Another fine player who has once won the Open Championship, and been near it once or twice besides, is Jack White. He is a golfer to be admired for several reasons, but particularly for a most lovable optimism, an undying keenness for the game. If he is off his game he is soon going to be on it again, and he has for ever got a new club or a new manner of swinging an old one, a cure or a dodge or a recipe which is going to make the rest of life a pure joy for himself or his pupils. Some of this imperishable enthusiasm must, I suspect, be a family trait, for it belongs to the ever-youthful Ben Sayers who is his uncle. If both these two live to be a hundred it is tolerably certain that on the memorable birthday, when he is being overwhelmed with congratulations and besieged by interviewers, each one of them will be working out some new theory of hitting a golf ball. Jack White has had in rather a marked degree his ups and downs in golf, but he has always pegged away cheerfully and hopefully and, if ever the other shots forsake him, he always humps his back, sinks his nose down over the ball, and taps his putts into the hole. A player of rather complex methods, he has never quite succeeded in evolving for himself the simple and direct style in the long shots, which is such a stand-by for some of his rivals, but as regards other people he has a remarkable talent for finding out what is right and what is wrong. There are several good amateur players who, when off their game, go to take a course of Jack White with the same confidence with which they would go for a course at Bath or Harrogate for the gout.

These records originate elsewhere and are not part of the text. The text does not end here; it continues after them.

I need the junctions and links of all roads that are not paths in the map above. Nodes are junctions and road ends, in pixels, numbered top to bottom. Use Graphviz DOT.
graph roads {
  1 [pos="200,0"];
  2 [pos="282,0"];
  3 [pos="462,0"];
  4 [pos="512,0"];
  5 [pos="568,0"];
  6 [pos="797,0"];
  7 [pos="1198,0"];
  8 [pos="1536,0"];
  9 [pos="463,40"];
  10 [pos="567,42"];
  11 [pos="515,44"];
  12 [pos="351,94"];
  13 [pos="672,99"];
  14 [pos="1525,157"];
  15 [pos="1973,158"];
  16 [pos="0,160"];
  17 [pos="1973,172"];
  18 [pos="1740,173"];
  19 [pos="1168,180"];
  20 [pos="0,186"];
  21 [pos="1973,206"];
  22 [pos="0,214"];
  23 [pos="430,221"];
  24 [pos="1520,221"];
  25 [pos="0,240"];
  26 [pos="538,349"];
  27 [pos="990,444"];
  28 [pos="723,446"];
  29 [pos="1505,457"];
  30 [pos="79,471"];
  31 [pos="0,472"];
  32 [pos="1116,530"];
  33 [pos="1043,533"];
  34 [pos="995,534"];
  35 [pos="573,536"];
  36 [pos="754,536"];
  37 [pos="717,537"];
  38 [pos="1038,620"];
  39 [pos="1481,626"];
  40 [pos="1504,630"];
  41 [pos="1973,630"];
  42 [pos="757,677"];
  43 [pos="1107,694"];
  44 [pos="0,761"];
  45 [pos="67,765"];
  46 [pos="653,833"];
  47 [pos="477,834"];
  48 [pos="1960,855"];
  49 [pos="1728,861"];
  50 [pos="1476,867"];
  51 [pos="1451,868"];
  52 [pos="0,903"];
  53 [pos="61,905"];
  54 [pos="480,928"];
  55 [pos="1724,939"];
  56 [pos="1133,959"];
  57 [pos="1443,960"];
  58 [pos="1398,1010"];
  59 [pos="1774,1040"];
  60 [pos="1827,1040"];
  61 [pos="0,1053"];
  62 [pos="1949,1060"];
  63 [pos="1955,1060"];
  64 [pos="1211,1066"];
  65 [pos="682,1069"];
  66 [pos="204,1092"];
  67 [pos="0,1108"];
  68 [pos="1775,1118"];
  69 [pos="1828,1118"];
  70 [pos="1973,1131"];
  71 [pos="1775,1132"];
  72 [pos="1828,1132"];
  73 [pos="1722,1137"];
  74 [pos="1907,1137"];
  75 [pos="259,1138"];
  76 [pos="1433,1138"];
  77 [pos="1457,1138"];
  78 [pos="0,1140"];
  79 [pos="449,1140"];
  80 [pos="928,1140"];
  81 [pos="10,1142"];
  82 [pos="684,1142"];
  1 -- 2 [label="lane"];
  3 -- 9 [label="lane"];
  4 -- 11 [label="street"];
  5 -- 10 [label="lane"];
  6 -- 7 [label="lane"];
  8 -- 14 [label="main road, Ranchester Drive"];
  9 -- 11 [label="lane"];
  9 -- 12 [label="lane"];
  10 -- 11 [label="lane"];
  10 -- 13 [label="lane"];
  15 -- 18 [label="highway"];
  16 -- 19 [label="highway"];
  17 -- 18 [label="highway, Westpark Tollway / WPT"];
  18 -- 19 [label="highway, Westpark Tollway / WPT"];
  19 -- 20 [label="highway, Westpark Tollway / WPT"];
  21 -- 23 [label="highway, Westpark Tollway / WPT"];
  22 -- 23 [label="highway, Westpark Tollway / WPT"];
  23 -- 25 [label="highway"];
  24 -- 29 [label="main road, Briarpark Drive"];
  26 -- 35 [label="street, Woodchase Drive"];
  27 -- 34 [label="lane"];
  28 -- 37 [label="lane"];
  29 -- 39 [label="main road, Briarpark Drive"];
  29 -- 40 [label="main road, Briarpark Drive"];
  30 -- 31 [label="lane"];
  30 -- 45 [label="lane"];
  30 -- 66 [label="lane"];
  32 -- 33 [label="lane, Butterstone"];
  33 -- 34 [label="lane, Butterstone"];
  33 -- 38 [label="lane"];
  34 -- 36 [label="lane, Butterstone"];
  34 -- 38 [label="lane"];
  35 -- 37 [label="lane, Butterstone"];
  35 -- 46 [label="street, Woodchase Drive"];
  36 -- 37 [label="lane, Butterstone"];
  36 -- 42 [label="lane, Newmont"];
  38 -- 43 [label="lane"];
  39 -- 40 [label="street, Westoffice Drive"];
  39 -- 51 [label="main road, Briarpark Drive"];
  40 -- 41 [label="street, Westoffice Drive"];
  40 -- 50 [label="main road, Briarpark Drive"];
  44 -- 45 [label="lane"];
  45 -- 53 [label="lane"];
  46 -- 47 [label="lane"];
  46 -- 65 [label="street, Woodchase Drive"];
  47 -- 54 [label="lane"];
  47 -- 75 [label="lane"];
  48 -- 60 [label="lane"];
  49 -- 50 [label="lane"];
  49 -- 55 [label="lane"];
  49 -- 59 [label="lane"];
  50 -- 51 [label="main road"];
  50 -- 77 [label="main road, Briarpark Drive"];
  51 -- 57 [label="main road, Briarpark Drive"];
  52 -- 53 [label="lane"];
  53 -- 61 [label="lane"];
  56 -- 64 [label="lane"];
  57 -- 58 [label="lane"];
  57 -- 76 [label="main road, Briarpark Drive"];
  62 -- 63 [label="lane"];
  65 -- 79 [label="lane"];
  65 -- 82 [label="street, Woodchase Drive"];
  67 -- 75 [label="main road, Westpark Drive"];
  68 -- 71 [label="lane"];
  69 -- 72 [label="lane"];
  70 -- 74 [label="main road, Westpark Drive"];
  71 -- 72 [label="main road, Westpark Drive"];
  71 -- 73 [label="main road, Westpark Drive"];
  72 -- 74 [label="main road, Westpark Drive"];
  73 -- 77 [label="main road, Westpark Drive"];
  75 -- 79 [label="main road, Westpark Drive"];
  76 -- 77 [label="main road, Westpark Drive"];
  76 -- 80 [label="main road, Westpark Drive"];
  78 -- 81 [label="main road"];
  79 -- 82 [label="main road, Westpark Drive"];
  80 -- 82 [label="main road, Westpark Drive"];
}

It is getting painfully clear to me that this account of famous players might be protracted to infinity. There are so many of them. To write down a list of fine professional players of to-day would need a page. Rowland Jones, a really beautiful golfer who has only lacked something of health and strength ; Tom Williamson, the unfailingly steady, an ideal foursome partner ; Lawrence Ayton, Edgar, and Mayo, now all gone to America, and Tom Vardon too, whom Sandwich has never ceased to mourn ; the young bloods Havers and Allis-there is no end of them. Of an older generation I am not enough of a Scotsman to do justice to Andrew Kirkaldy, Ben Sayers, and Willie Park. There is one English professional, however, whom I cannot leave out and that is James Sherlock, who learned to be a very fine player on one of the worst courses in Europe, Hinksey, and was the valued friend and guide of generations of Oxford golfers. Sherlock is a golfer who looks as if he had reduced the game to its elements. Mr. Croome once acutely described him as having 'no style, only method.' He takes hold of the club in the simplest possible way and then stands up and hits the ball. He hits it a good long way, and he declares that he hits it as hard as he can. Probably this is quite true, and it is part of his skill and wisdom that, recognising the limitations of his strength, he never tries to hit it too hard. There is no player whom it would be so impossible to tempt into trying for something that he felt to be beyond his powers: no one who so consistently cuts his coat according to his cloth. He is a thoroughly original thinker about golf, and I have not forgotten the rating he gave me, no doubt well deserved, for writing what I believed to be a harmless, orthodox, and conventional description of the running-up shot.